Positioning Brand India

Continued financial reforms are keys to the success of Brand India.

Akrita Reyar

Year 2000 onwards, there was a huge hype around ‘Brand India’. India was constantly being compared to China, so much so that well known journalist Thomas Freidman wrote his bestselling ‘World is Flat’ inspired by India and China. The two Asian giants were seen as world’s biggest growth engines and 21st century superpowers. Investors were queuing up, out of curiosity if not with real currency bags. All in all, the Indian success story had been well positioned and sold.

It still is. But the hoopla has fizzled out to some extent. Slowly, there has been a reality check. Our third world physical infrastructure is not supporting our first world aspirations. We are keen to strike deals, but are slow on follow-ups. And in our mindset, we are yet to behave and respond to international standards when it comes to delivery.

For example, Commonwealth Games gave us very bad press. So has the 2G scam. Prime Minister Manmohan Singh says that he fears India may be perceived as a scam riddled country.

When it comes to ground reality, the picture is not much more inspiring either. A 2009 survey of the leading economies of Asia revealed Indian bureaucracy to be not just the least efficient out of Singapore, Hong Kong, Thailand, South Korea, Japan, Malaysia, Taiwan, Vietnam, China, Philippines and Indonesia; further it was found that working with India`s civil servants was a "slow and painful" process.

Intermittent terror attacks only add to security concerns, especially when these target financial capital Mumbai.

Despite the impediments, the reality is that a billion people are difficult to ignore. Especially when the population girth in terms of the middle class is increasing.

What we need to do to encourage investors is to cut the red tape and make the system more accountable. Any global investor would want a hassle free partnership with a country that is systematic in its approach and more transparent in its dealings.

FDI decisions are taken based on some hard facts like size of market for a particular product, investment climate of the country, administrative hurdles, security situation, sovereign ratings and long term interests etc.
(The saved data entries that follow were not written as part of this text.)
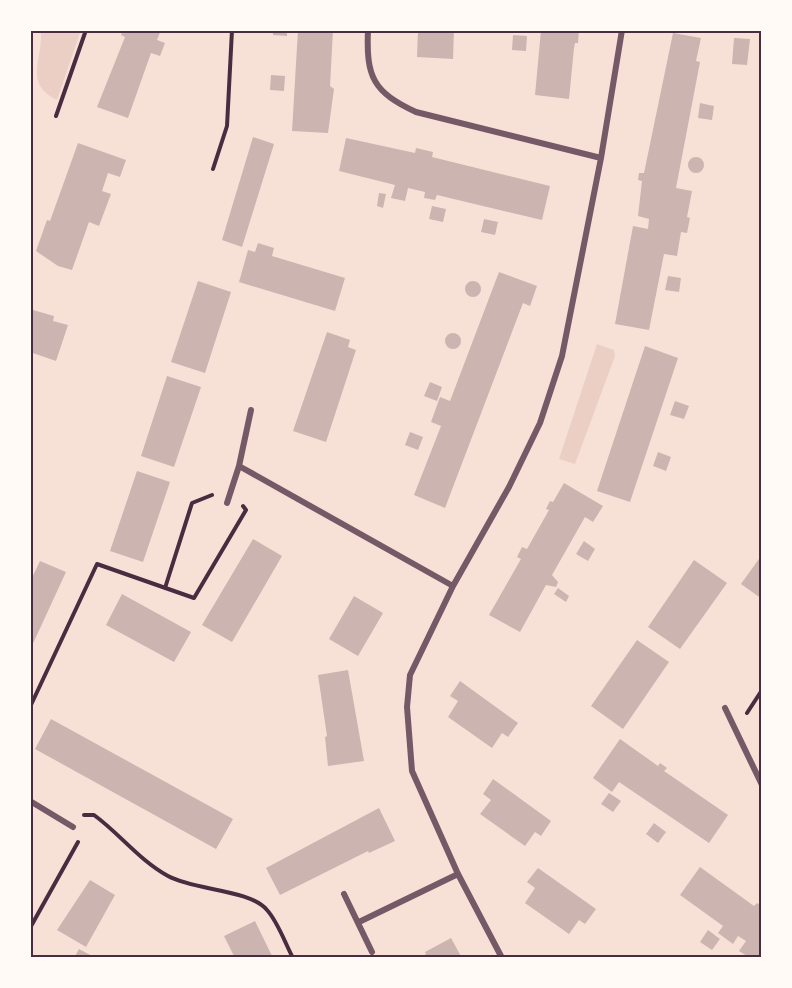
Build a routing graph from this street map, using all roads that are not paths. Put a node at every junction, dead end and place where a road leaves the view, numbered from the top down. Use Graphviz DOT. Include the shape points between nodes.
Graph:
graph roads {
  1 [pos="368,30"];
  2 [pos="622,30"];
  3 [pos="30,41"];
  4 [pos="30,55"];
  5 [pos="601,158"];
  6 [pos="251,410"];
  7 [pos="239,466"];
  8 [pos="227,503"];
  9 [pos="453,586"];
  10 [pos="725,708"];
  11 [pos="762,785"];
  12 [pos="30,801"];
  13 [pos="73,827"];
  14 [pos="458,874"];
  15 [pos="344,894"];
  16 [pos="359,922"];
  17 [pos="372,952"];
  18 [pos="502,958"];
  1 -- 5 [label="street" via="367,58 373,79 390,100 416,112"];
  2 -- 5 [label="street"];
  3 -- 4 [label="street"];
  5 -- 9 [label="street" via="562,356 540,423"];
  6 -- 7 [label="street"];
  7 -- 8 [label="street"];
  7 -- 9 [label="street"];
  9 -- 14 [label="street" via="422,643 410,675 407,707 412,771"];
  10 -- 11 [label="street"];
  12 -- 13 [label="street"];
  14 -- 16 [label="street"];
  14 -- 18 [label="street"];
  15 -- 16 [label="street"];
  16 -- 17 [label="street"];
}
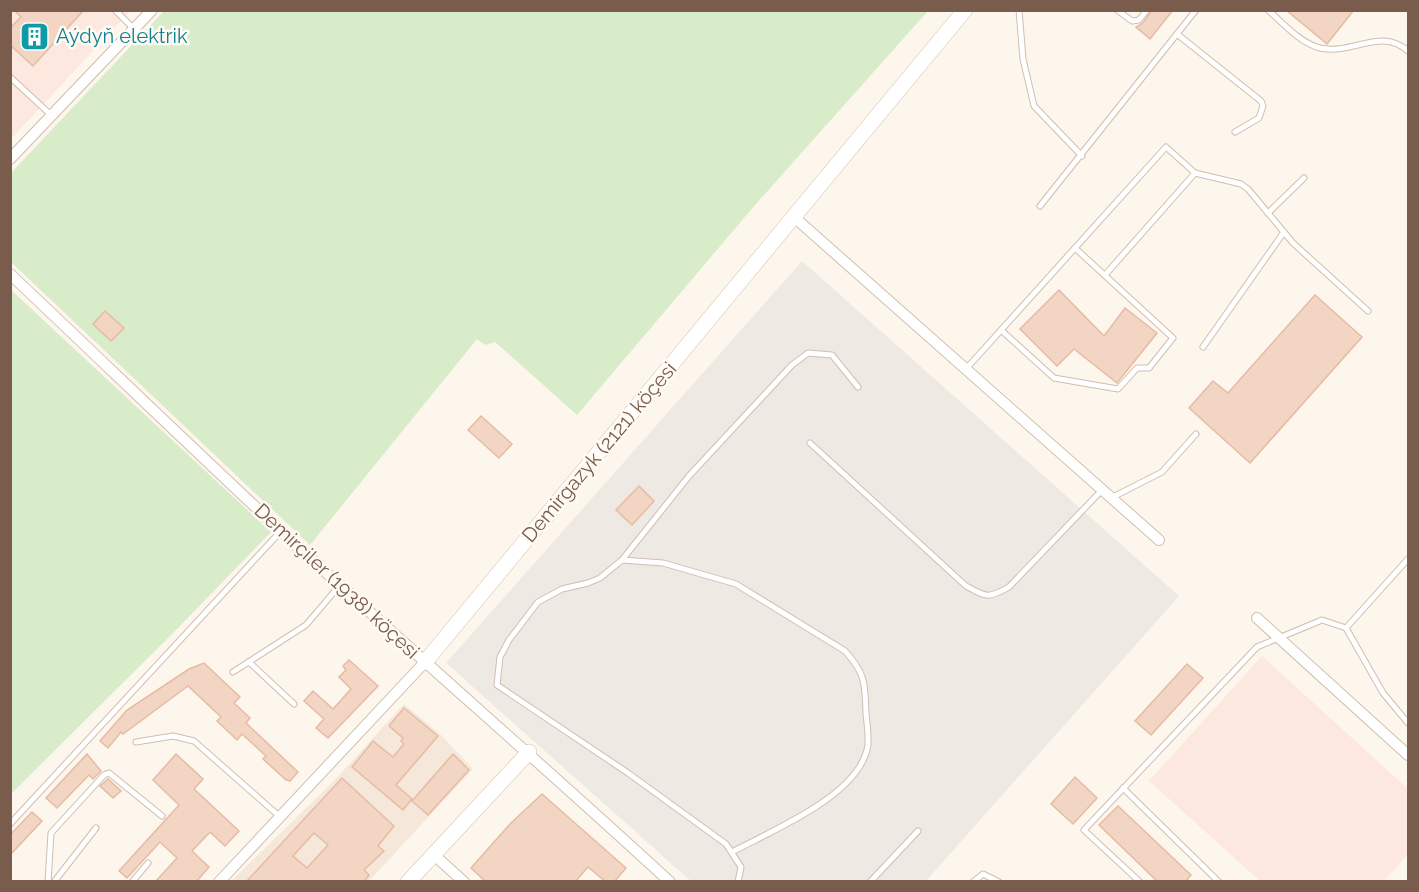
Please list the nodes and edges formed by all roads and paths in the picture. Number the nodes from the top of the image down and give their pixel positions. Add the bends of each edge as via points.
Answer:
1 (115, 10) edge
2 (152, 10) edge
3 (965, 10) edge
4 (1019, 10) edge
5 (1117, 10) edge
6 (1147, 10) edge
7 (1196, 10) edge
8 (1268, 10) edge
9 (134, 29) junction
10 (1177, 34) junction
11 (1408, 51) edge
12 (10, 77) edge
13 (51, 114) junction
14 (1236, 132) dead end
15 (1082, 156) junction
16 (10, 159) edge
17 (1196, 173) junction
18 (1304, 178) dead end
19 (1040, 206) dead end
20 (1268, 213) junction
21 (794, 217) junction
22 (1284, 232) junction
23 (1075, 248) junction
24 (10, 274) edge
25 (1105, 275) junction
26 (1368, 311) dead end
27 (1001, 330) junction
28 (1203, 347) dead end
29 (966, 369) junction
30 (858, 387) dead end
31 (1196, 434) dead end
32 (810, 443) dead end
33 (1102, 490) junction
34 (1111, 498) junction
35 (281, 531) junction
36 (1159, 540) dead end
37 (1408, 559) edge
38 (622, 560) junction
39 (341, 584) junction
40 (1257, 618) dead end
41 (1346, 628) junction
42 (1280, 639) junction
43 (249, 662) junction
44 (425, 662) junction
45 (233, 672) dead end
46 (294, 704) dead end
47 (1408, 723) edge
48 (136, 742) dead end
49 (530, 752) junction
50 (1408, 755) edge
51 (1123, 788) junction
52 (162, 816) dead end
53 (279, 816) junction
54 (10, 824) edge
55 (96, 828) dead end
56 (918, 831) dead end
57 (732, 852) junction
58 (433, 854) junction
59 (148, 863) dead end
60 (48, 882) edge
61 (54, 882) edge
62 (132, 882) edge
63 (219, 882) edge
64 (408, 882) edge
65 (464, 882) edge
66 (670, 882) edge
67 (738, 882) edge
68 (870, 882) edge
69 (973, 882) edge
70 (999, 882) edge
71 (1140, 882) edge
72 (1219, 882) edge

1 - 9 lane
2 - 9 street
3 - 21 street, Demirgazyk (2121) köçesi
4 - 15 lane via 1024,67 1034,106
5 - 6 lane via 1132,21 1139,20
7 - 10 lane
8 - 11 lane via 1308,44 1349,49 1383,40 1398,43
9 - 13 street
10 - 14 lane via 1261,101 1259,118
10 - 15 lane
12 - 13 lane
13 - 16 street
15 - 19 lane
17 - 20 lane via 1240,184
17 - 23 lane via 1166,147
17 - 25 lane
18 - 20 lane
20 - 22 lane
21 - 29 street
21 - 44 street, Demirgazyk (2121) köçesi
22 - 26 lane
22 - 28 lane
23 - 25 lane
23 - 27 lane
24 - 35 street, Demirçiler (1938) köçesi
25 - 27 lane via 1173,338 1149,368 1137,369 1118,389 1054,378
27 - 29 lane
29 - 33 street
30 - 38 lane via 832,356 808,353 792,365 689,476
31 - 34 lane via 1162,472
32 - 33 lane via 966,586 992,597 1009,587
33 - 34 street
34 - 36 street
35 - 39 street, Demirçiler (1938) köçesi
35 - 54 lane
37 - 41 lane
38 - 57 lane via 600,578 562,589 538,602 500,657 497,685 628,773
38 - 57 lane via 663,563 736,584 845,651 865,679 868,749 860,768 842,790
39 - 43 lane via 306,625
39 - 44 street, Demirçiler (1938) köçesi
40 - 42 street
41 - 42 lane via 1322,621
41 - 47 lane via 1383,693
42 - 50 street
42 - 51 lane via 1257,647
43 - 45 lane
43 - 46 lane
44 - 49 street, Demirçiler (1938) köçesi
44 - 53 street, Demirgazyk (2121) köçesi
48 - 53 lane via 173,736 194,741
49 - 58 street
49 - 66 street, Demirçiler (1938) köçesi
51 - 71 lane via 1084,830
51 - 72 lane
52 - 60 lane via 109,773 104,775 51,833
53 - 63 street, Demirgazyk (2121) köçesi
55 - 61 lane
56 - 68 lane
57 - 67 lane via 741,867
58 - 64 street
58 - 65 street
59 - 62 lane
69 - 70 lane via 983,873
Sovereign ratings are in turn based on criteria like fiscal management, governance and infrastructure. As India rates poorly on most of these ratings, agencies like Fitch and S&P have downgraded India from time to time. On the other hand, Moody’s upgraded us immediately after announcement of fiscal reforms.

In this scenario, strong GDP growth figures continue to present a reason to have confidence in India, the success story.

According to United Nations Conference on Trade and Development (UNCTAD) in a report on world investment prospects titled, `World Investment Prospects Survey 2009-2012`, India has been ranked at the second place in global foreign direct investments in 2010 and will continue to remain among the top five attractive destinations for international investors during 2010-12 period.

A report released in February 2010 by Leeds University Business School, commissioned by UK Trade & Investment (UKTI), ranks India among the top three countries where British companies can do better business during 2012-14. As per the 2010 survey of the Japan Bank for International Cooperation released in December 2010, Japanese investors continues to rank India as the second most promising country for overseas business operations, after China.

India also gained after the implementation of its consolidated FDI policy. The consolidation, first undertaken in March 2010, pulled together in one document all previous acts, regulations, press notes, press releases and clarifications issued either by the DIPP or the Reserve Bank of India (RBI) where they relate to FDI into India.

According to the modified policy, foreign investors can inject their funds through the automatic route in the Indian economy. Such investments do not mandate any prior government permission.

The FDI rules applicable to such sectors are now, therefore, fairly clear and unambiguous and thus a welcome move.

What the government now needs to do is to build on this and announce quick policy decisions on retails sector and clear insurance and pension reforms. Possibly, as quickly as in this Monsoon Session of Parliament itself.